== Recorded information ==
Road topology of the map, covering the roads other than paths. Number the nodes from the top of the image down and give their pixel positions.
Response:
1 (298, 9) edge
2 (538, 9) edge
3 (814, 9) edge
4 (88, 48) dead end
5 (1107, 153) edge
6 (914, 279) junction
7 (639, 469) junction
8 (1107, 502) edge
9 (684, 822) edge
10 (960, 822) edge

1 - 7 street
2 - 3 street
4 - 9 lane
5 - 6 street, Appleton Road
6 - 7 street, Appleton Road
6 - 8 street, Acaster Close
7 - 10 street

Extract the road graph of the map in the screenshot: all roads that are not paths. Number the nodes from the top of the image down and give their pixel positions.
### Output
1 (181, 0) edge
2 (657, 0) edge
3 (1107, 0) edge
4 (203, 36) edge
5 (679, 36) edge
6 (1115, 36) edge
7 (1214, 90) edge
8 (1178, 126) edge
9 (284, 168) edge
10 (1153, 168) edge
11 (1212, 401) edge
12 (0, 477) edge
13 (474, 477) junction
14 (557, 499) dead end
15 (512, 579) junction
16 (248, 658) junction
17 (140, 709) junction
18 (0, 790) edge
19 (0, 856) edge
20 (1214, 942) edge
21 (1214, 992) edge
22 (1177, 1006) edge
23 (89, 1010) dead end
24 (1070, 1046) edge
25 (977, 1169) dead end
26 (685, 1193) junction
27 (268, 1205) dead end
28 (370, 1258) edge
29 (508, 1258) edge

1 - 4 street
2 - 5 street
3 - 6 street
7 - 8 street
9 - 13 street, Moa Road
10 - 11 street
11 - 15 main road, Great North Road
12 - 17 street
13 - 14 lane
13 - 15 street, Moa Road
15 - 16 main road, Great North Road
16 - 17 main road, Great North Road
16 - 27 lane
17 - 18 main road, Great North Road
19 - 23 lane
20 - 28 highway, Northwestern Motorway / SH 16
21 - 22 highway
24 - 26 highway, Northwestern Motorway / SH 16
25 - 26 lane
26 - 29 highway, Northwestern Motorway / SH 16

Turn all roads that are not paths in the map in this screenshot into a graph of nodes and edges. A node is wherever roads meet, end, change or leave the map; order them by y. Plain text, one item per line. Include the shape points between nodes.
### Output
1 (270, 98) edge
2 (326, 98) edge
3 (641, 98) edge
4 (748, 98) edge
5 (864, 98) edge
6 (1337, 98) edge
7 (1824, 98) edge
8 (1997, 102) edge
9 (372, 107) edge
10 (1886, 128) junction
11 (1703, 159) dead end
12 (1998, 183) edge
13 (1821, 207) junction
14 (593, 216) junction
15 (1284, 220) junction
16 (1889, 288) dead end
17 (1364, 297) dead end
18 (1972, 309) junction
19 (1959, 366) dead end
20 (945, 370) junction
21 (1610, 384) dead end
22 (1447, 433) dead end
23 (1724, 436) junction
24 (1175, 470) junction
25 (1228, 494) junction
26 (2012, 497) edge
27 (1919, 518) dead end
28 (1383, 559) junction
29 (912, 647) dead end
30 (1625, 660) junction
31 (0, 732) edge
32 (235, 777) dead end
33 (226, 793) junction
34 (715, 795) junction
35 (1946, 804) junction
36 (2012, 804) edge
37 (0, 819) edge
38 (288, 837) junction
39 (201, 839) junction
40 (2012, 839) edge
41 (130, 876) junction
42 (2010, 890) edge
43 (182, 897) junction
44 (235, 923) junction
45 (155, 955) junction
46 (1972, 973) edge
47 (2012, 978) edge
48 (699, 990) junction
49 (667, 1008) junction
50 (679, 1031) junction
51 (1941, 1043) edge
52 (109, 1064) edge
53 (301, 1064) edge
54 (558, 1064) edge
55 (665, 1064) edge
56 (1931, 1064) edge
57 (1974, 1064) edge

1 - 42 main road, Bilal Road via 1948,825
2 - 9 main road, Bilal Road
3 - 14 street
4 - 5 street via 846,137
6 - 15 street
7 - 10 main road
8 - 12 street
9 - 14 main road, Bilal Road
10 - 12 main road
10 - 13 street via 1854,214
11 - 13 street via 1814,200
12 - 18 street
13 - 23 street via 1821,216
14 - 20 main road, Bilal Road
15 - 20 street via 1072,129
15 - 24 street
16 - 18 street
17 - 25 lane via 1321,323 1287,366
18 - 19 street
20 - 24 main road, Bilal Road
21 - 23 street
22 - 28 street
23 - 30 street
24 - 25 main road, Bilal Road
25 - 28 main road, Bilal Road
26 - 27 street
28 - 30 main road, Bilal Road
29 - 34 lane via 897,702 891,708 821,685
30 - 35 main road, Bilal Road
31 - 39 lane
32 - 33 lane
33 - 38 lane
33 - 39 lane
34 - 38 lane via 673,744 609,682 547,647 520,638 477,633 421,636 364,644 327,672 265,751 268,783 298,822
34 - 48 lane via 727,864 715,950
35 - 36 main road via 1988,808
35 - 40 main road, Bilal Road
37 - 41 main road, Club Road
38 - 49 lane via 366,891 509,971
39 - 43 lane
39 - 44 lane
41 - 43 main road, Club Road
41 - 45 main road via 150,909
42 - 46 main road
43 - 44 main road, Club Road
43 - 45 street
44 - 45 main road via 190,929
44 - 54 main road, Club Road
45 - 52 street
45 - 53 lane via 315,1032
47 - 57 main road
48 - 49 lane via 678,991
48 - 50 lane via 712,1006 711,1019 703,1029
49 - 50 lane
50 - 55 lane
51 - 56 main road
===
Required work:
Return nothing but the lines from the top of the records above through the line that has "Extract the road". Keep each one exact.

Result of this exercise:
Road topology of the map, covering the roads other than paths. Number the nodes from the top of the image down and give their pixel positions.
Response:
1 (298, 9) edge
2 (538, 9) edge
3 (814, 9) edge
4 (88, 48) dead end
5 (1107, 153) edge
6 (914, 279) junction
7 (639, 469) junction
8 (1107, 502) edge
9 (684, 822) edge
10 (960, 822) edge

1 - 7 street
2 - 3 street
4 - 9 lane
5 - 6 street, Appleton Road
6 - 7 street, Appleton Road
6 - 8 street, Acaster Close
7 - 10 street

Extract the road graph of the map in the screenshot: all roads that are not paths. Number the nodes from the top of the image down and give their pixel positions.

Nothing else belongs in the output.